### Your objective:
All that is wanted is how many lines in the records below include the string "lane".

### The data:
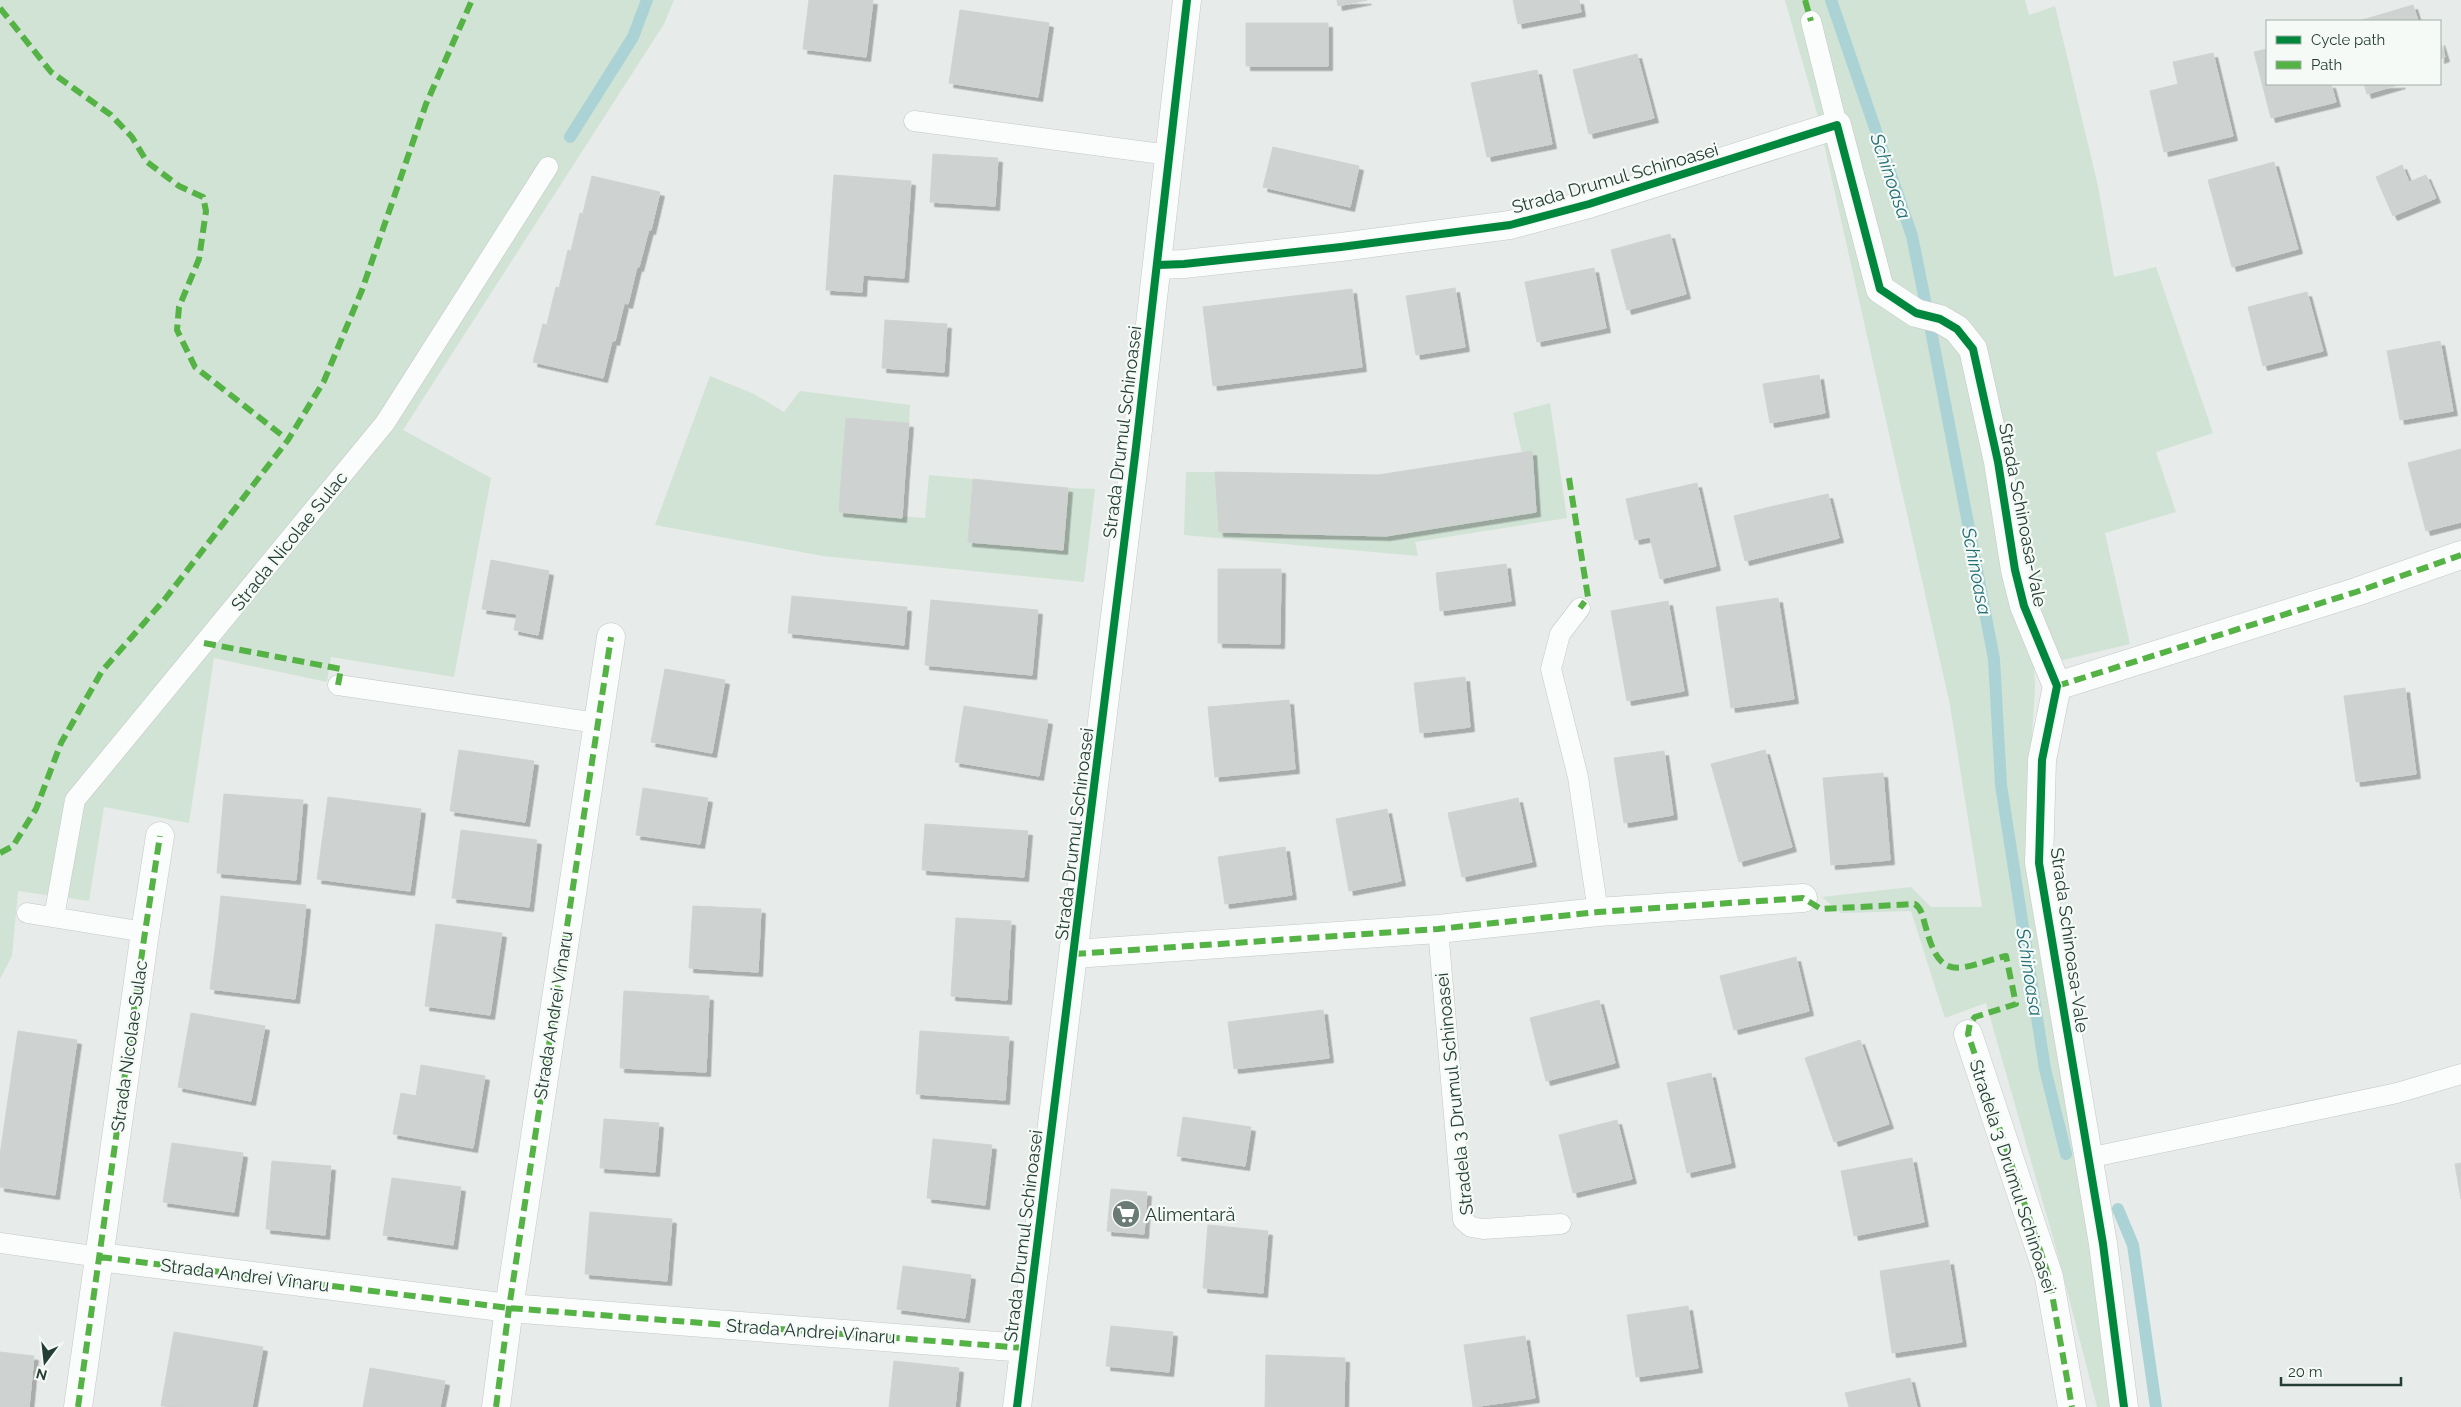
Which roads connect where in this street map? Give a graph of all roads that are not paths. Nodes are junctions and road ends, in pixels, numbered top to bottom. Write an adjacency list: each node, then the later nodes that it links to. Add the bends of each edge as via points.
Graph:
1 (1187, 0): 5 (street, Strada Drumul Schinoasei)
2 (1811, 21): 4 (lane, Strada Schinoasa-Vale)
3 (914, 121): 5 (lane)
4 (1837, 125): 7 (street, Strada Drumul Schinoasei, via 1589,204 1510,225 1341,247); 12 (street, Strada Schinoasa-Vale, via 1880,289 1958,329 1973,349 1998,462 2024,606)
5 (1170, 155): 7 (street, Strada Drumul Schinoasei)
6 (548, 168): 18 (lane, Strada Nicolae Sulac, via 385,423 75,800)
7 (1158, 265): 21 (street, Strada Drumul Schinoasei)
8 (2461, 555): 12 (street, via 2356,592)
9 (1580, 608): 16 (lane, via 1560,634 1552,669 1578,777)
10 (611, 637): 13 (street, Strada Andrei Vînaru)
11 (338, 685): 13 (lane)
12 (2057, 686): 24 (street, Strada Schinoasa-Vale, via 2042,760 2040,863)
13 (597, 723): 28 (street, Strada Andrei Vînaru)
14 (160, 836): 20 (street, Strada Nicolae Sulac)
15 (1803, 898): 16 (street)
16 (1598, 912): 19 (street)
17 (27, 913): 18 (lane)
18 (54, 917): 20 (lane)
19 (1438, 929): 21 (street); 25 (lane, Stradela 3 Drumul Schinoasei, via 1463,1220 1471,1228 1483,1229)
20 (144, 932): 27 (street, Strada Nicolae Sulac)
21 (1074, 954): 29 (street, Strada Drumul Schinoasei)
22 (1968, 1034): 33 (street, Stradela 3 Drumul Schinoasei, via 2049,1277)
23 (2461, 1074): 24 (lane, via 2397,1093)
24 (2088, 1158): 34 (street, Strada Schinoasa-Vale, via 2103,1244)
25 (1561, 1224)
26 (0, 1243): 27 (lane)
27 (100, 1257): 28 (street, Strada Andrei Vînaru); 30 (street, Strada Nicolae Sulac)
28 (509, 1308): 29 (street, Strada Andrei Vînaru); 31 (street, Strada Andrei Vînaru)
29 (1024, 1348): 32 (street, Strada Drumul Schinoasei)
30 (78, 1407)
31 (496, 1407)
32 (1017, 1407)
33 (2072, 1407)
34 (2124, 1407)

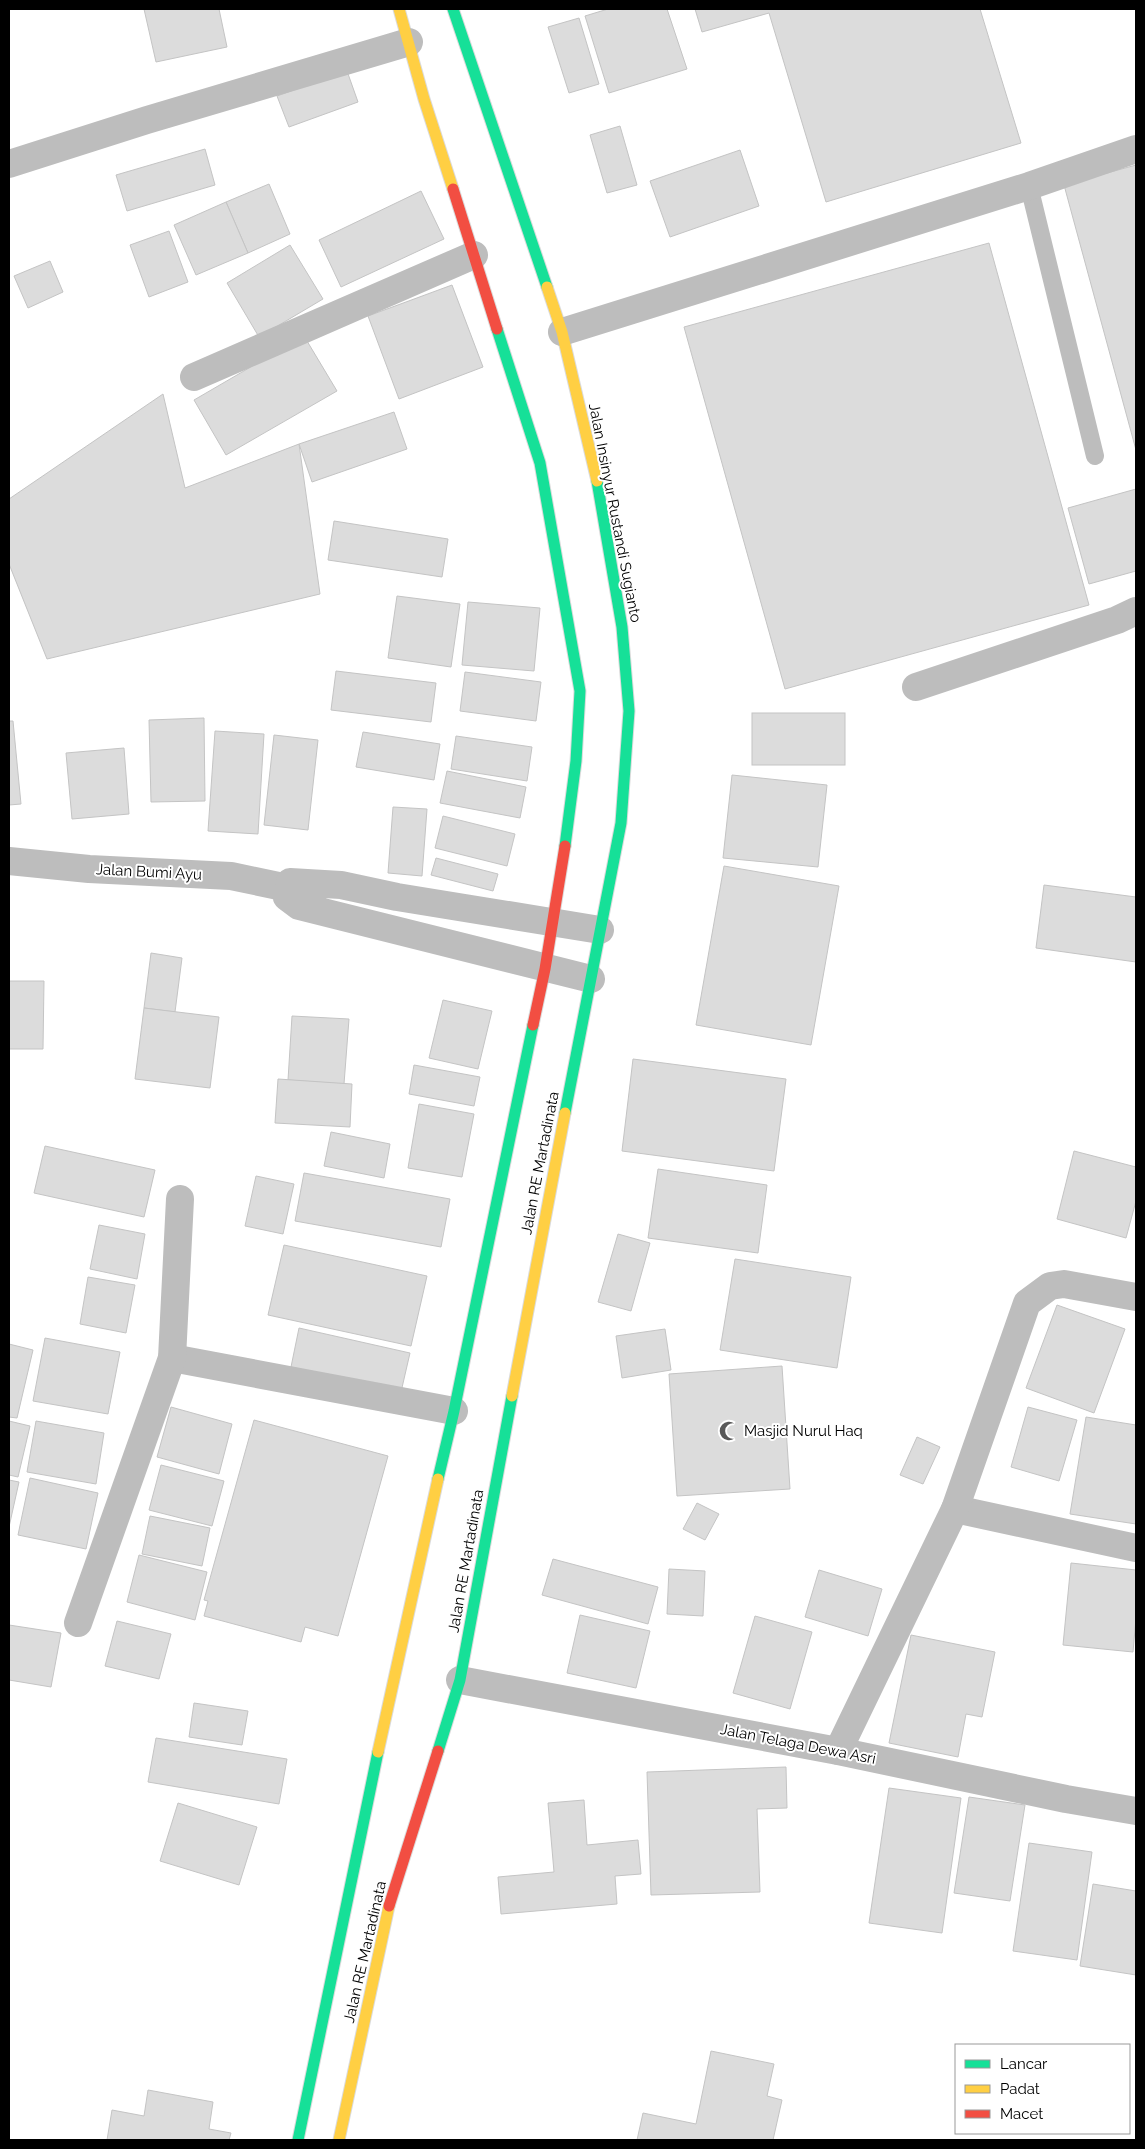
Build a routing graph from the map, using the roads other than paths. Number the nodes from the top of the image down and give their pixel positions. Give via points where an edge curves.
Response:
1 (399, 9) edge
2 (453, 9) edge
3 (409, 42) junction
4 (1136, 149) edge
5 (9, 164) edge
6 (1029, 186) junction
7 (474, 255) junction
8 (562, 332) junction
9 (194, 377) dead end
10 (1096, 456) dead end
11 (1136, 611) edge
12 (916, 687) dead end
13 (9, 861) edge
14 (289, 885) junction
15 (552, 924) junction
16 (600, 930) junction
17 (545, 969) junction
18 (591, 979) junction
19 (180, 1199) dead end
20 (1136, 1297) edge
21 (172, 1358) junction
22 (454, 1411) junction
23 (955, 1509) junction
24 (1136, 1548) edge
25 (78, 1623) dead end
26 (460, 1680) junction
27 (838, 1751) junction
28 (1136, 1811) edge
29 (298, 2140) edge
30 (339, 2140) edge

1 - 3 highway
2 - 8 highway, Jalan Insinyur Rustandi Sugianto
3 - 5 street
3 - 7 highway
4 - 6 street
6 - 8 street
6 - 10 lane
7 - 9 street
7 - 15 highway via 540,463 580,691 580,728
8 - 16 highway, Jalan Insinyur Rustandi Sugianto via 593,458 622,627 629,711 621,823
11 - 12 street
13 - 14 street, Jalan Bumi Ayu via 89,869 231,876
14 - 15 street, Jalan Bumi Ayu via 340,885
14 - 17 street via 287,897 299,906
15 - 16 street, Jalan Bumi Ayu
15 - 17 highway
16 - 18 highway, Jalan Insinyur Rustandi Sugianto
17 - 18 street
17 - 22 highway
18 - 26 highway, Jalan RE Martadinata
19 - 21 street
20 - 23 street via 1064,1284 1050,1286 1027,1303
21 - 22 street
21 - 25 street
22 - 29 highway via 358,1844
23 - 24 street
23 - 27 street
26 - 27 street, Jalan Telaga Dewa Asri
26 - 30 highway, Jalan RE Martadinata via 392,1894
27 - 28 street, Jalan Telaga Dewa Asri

### Solution for this exercise:
11